In un paio di decenni, chiese, palazzi, piazze, archi, fontane e quant’altro spiegati da Francesco Arcangeli e Roberto Longhi vengono fagocitati da benzinai, ipermercati, concessionari di auto di lusso e di macchine agricole da Far West. E poi, capannoni presto abbandonati, motel poco letterari, gommisti, discoteche, sale giochi e infrastrutture senza senso. Trasferite le sue funzioni di raccordo strategico alla vicina Autostrada del Sole, sulla Via Emilia il dinamismo di una delle regioni più produttive d’Europa lascia spazio a un’altra emozione più vicina alle forme del suburbio globale.
Arrivati a Sesto San Giovanni, dove la Via Emilia termina davvero, è sera di un giorno di fine primavera.
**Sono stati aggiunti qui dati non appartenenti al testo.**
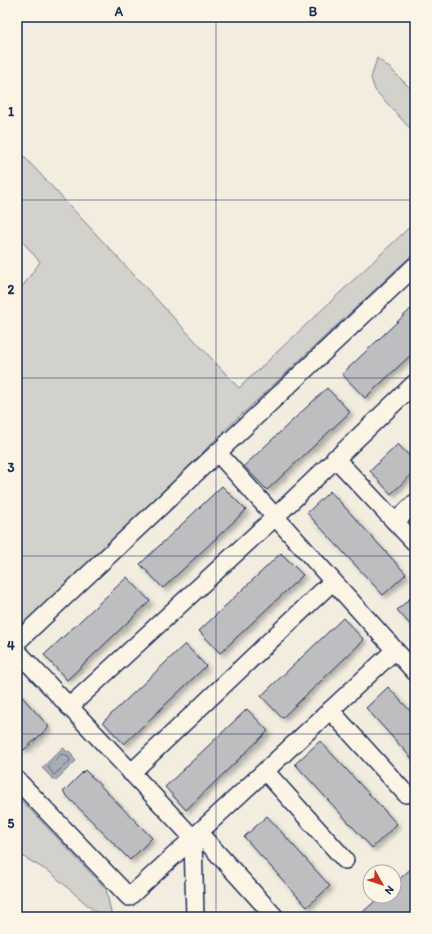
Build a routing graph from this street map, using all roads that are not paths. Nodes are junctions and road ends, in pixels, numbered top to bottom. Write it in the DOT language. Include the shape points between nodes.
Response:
graph roads {
  1 [pos="415,266"];
  2 [pos="415,383"];
  3 [pos="217,452"];
  4 [pos="335,458"];
  5 [pos="415,503"];
  6 [pos="275,516"];
  7 [pos="395,522"];
  8 [pos="415,543"];
  9 [pos="333,581"];
  10 [pos="17,642"];
  11 [pos="395,650"];
  12 [pos="17,651"];
  13 [pos="415,672"];
  14 [pos="69,707"];
  15 [pos="330,710"];
  16 [pos="265,771"];
  17 [pos="131,773"];
  18 [pos="17,780"];
  19 [pos="406,794"];
  20 [pos="196,836"];
  21 [pos="345,860"];
  22 [pos="195,917"];
  23 [pos="275,917"];
  1 -- 3 [label="street"];
  2 -- 4 [label="street"];
  3 -- 6 [label="street"];
  3 -- 10 [label="street"];
  4 -- 6 [label="street"];
  4 -- 7 [label="street"];
  5 -- 7 [label="street"];
  6 -- 9 [label="street"];
  6 -- 14 [label="street"];
  7 -- 8 [label="street"];
  9 -- 11 [label="street"];
  9 -- 17 [label="street"];
  11 -- 13 [label="street"];
  11 -- 15 [label="street"];
  12 -- 14 [label="street"];
  14 -- 17 [label="street"];
  15 -- 16 [label="street"];
  15 -- 19 [label="street"];
  16 -- 20 [label="street"];
  16 -- 21 [label="street"];
  17 -- 20 [label="street"];
  18 -- 20 [label="street" via="129,897"];
  20 -- 22 [label="street"];
  20 -- 23 [label="street"];
}
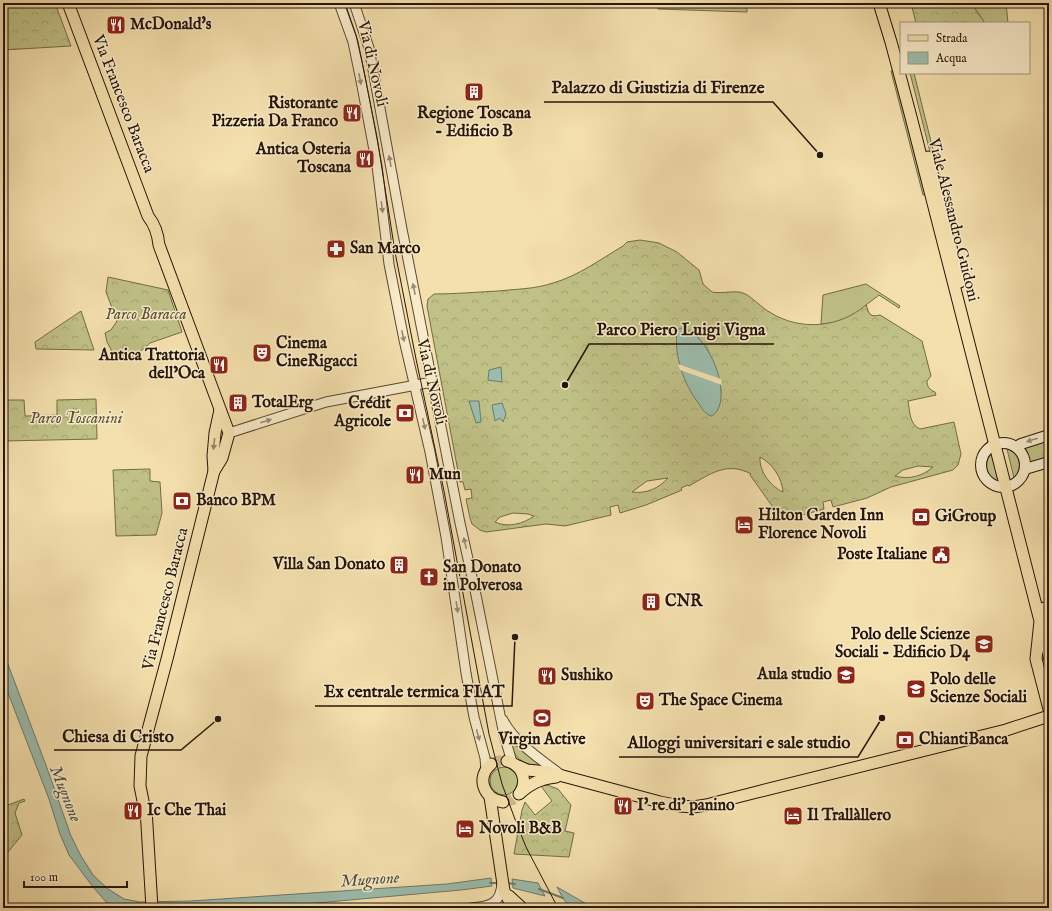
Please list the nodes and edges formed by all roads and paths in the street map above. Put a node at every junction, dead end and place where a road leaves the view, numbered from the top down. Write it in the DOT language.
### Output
graph roads {
  1 [pos="68,3"];
  2 [pos="339,3"];
  3 [pos="354,3"];
  4 [pos="879,3"];
  5 [pos="887,3"];
  6 [pos="900,52"];
  7 [pos="906,74"];
  8 [pos="432,382"];
  9 [pos="416,386"];
  10 [pos="219,413"];
  11 [pos="229,433"];
  12 [pos="1049,435"];
  13 [pos="998,444"];
  14 [pos="1016,447"];
  15 [pos="1049,462"];
  16 [pos="1025,469"];
  17 [pos="214,471"];
  18 [pos="1009,486"];
  19 [pos="1040,621"];
  20 [pos="1049,629"];
  21 [pos="1049,658"];
  22 [pos="1049,709"];
  23 [pos="499,710"];
  24 [pos="1049,716"];
  25 [pos="512,763"];
  26 [pos="488,767"];
  27 [pos="562,776"];
  28 [pos="490,797"];
  29 [pos="493,819"];
  30 [pos="503,890"];
  31 [pos="152,908"];
  32 [pos="470,908"];
  33 [pos="512,908"];
  34 [pos="522,908"];
  1 -- 10 [label="main road, Via Francesco Baracca"];
  2 -- 9 [label="street, Via di Novoli, one-way"];
  8 -- 3 [label="street, Via di Novoli, one-way"];
  4 -- 13 [label="main road, Viale Alessandro Guidoni"];
  5 -- 6 [label="main road"];
  7 -- 13 [label="main road, Viale Alessandro Guidoni"];
  8 -- 9 [label="street"];
  23 -- 8 [label="street, Via di Novoli, one-way"];
  11 -- 9 [label="street, one-way"];
  9 -- 26 [label="street, Via di Novoli, one-way"];
  10 -- 11 [label="main road, Via Francesco Baracca"];
  10 -- 17 [label="main road, Via Francesco Baracca, one-way"];
  11 -- 17 [label="main road, Via Francesco Baracca"];
  12 -- 14 [label="main road, one-way"];
  13 -- 14 [label="main road"];
  13 -- 18 [label="main road, Viale Alessandro Guidoni"];
  13 -- 18 [label="main road"];
  14 -- 16 [label="main road"];
  15 -- 16 [label="main road"];
  16 -- 18 [label="main road"];
  17 -- 31 [label="main road, Via Francesco Baracca"];
  18 -- 19 [label="main road, Viale Alessandro Guidoni"];
  18 -- 20 [label="main road, Viale Alessandro Guidoni"];
  19 -- 21 [label="main road, Viale Alessandro Guidoni"];
  19 -- 22 [label="main road"];
  23 -- 25 [label="street, Via di Novoli"];
  23 -- 27 [label="street"];
  24 -- 27 [label="main road"];
  25 -- 27 [label="main road"];
  25 -- 27 [label="main road, Via di Novoli"];
  26 -- 28 [label="main road, Via di Novoli"];
  28 -- 29 [label="main road, Via di Novoli"];
  28 -- 29 [label="main road"];
  29 -- 30 [label="main road, Via di Novoli"];
  30 -- 32 [label="street"];
  30 -- 33 [label="main road, Via di Novoli"];
  30 -- 34 [label="main road"];
}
Ripensando a quanto visto, tornano in mente solo le parole di un altro genio che l’ha conosciuta bene: Giovanni Lindo Ferretti. “Emilia di notti agitate per riempire la vita / Emilia di notti tranquille in cui seduzione è dormire / Emilia di notti ricordo senza che torni la felicità / Emilia di notti d’attesa di non so più quale amor mio che non muore / E non sei tu, e non sei tu, e non sei tu / Emilia paranoica”.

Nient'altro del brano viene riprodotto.